Google Safe Browsing on Squid¶
Google Safe Browsing protects proxy clients by showing warnings to users when they attempt to navigate to dangerous sites or download dangerous files. If enabled, every URL accessed through Web Safety is checked by Safe Browsing Update API v4. See Google documentation https://developers.google.com/safe-browsing/v4/ for possible pitfalls and drawbacks of this feature.
Google Safe Browsing APIs are for non-commercial use only. If you need to use APIs to detect malicious URLs for commercial purposes – meaning for sale or revenue-generating purposes – please refer to the Web Risk API. See https://developers.google.com/safe-browsing/v4/ for more information.
In order to enable this module you need to register at Google Cloud Platform and get the Safe Browsing API key. See https://developers.google.com/safe-browsing/v4/get-started for more information.
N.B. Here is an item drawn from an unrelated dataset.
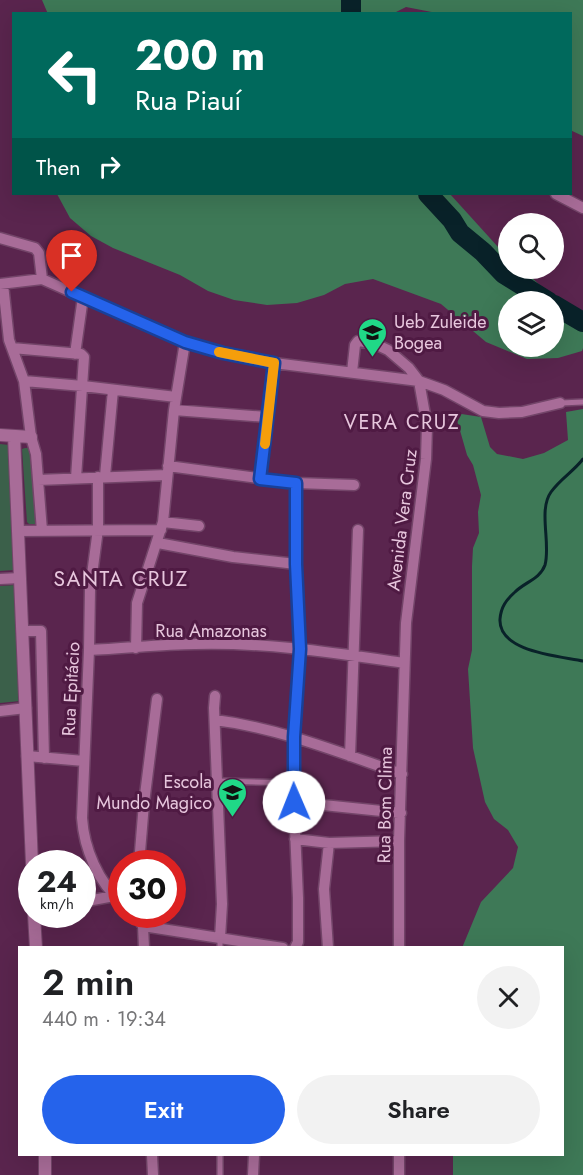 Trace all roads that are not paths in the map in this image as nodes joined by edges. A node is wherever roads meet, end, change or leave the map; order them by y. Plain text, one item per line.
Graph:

After obtaining the API key type it into the UI / Anti Virus / Safe Browsing / Settings field as indicated on the following screenshot.
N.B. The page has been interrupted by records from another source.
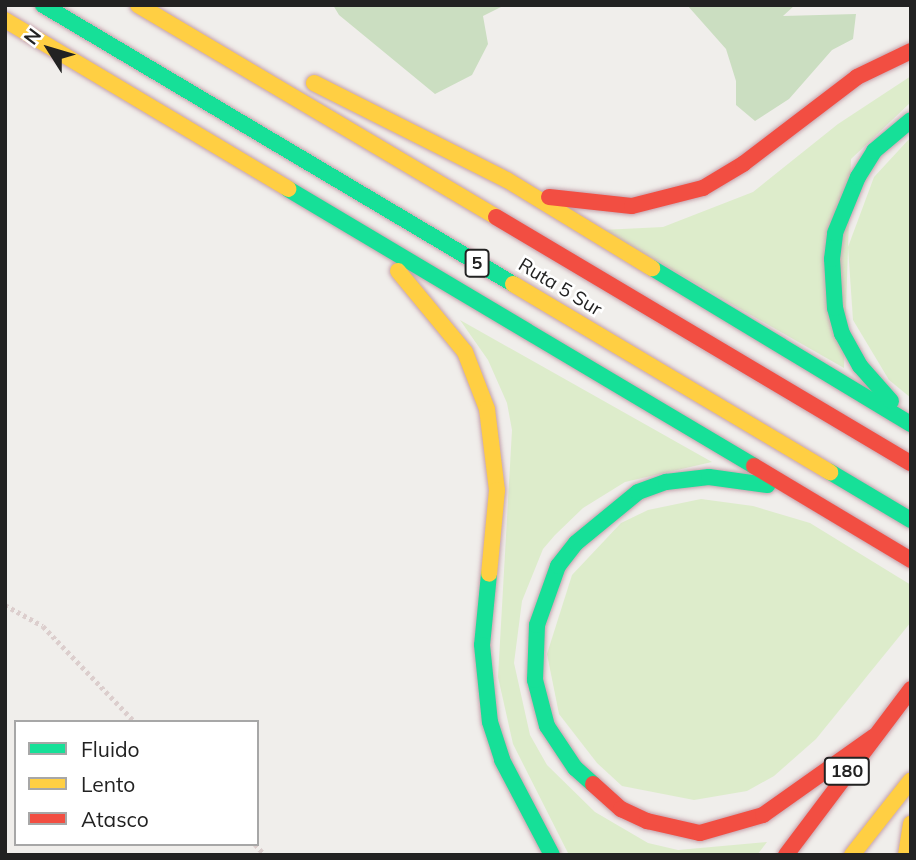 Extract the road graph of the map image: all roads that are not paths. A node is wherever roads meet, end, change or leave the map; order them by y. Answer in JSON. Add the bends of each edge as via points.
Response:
{"nodes":[{"id":1,"x":43,"y":5,"type":"edge"},
{"id":2,"x":139,"y":5,"type":"edge"},
{"id":3,"x":5,"y":20,"type":"edge"},
{"id":4,"x":911,"y":51,"type":"edge"},
{"id":5,"x":266,"y":60,"type":"dead end"},
{"id":6,"x":301,"y":77,"type":"dead end"},
{"id":7,"x":911,"y":120,"type":"edge"},
{"id":8,"x":507,"y":180,"type":"junction"},
{"id":9,"x":349,"y":228,"type":"junction"},
{"id":10,"x":911,"y":418,"type":"edge"},
{"id":11,"x":911,"y":424,"type":"edge"},
{"id":12,"x":911,"y":463,"type":"edge"},
{"id":13,"x":793,"y":490,"type":"junction"},
{"id":14,"x":911,"y":520,"type":"edge"},
{"id":15,"x":911,"y":560,"type":"edge"},
{"id":16,"x":911,"y":689,"type":"edge"},
{"id":17,"x":873,"y":737,"type":"junction"},
{"id":18,"x":911,"y":780,"type":"edge"},
{"id":19,"x":911,"y":823,"type":"edge"},
{"id":20,"x":552,"y":855,"type":"edge"},
{"id":21,"x":786,"y":855,"type":"edge"},
{"id":22,"x":852,"y":855,"type":"edge"},
{"id":23,"x":906,"y":855,"type":"edge"}],
"edges":[{"from":1,"to":14,"type":"highway","name":"Ruta 5 Sur","number":"5"},
{"from":2,"to":5,"type":"highway"},
{"from":2,"to":12,"type":"highway","name":"Ruta 5 Sur"},
{"from":3,"to":9,"type":"highway"},
{"from":4,"to":8,"type":"highway","via":[[857,77],[743,164],[681,196],[607,206],[555,199]]},
{"from":6,"to":8,"type":"highway"},
{"from":7,"to":10,"type":"highway","via":[[874,151],[858,177],[835,233],[831,282],[842,334],[860,366]]},
{"from":8,"to":11,"type":"highway"},
{"from":9,"to":13,"type":"highway"},
{"from":9,"to":20,"type":"highway","via":[[396,269],[448,327],[465,352],[487,409],[497,490],[482,645],[490,722],[513,783]]},
{"from":13,"to":15,"type":"highway"},
{"from":13,"to":17,"type":"highway","via":[[709,477],[666,482],[638,492],[596,523],[558,566],[545,594],[534,653],[540,703],[560,746],[597,790],[647,821],[700,833],[763,815]]},
{"from":16,"to":17,"type":"highway","number":"180"},
{"from":17,"to":21,"type":"highway","number":"180"},
{"from":18,"to":22,"type":"highway","number":"180"},
{"from":19,"to":23,"type":"highway"}]}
If malicious URL is detected, Web Safety will redirect the proxy user to a new URL. Typically this is some web server deployed in the local LAN that is able to show a page explaining why URL was blocked. This explanation page can also be served by the UI of Web Safety at address
http://<ip.of.proxy>/antivirus/safebrowsing/blocked as visible on the above screenshot.
Status and logs of Google Safe Browsing daemon are shown on Status and Log tabs.
In order to test if the Safe Browsing module is indeed activated after configuring it in the UI, try to visit the site used for testing the malware protection called http://www.wicar.org (this is not a real malware site of course). Your browser should show a blue blocked page of Web Safety.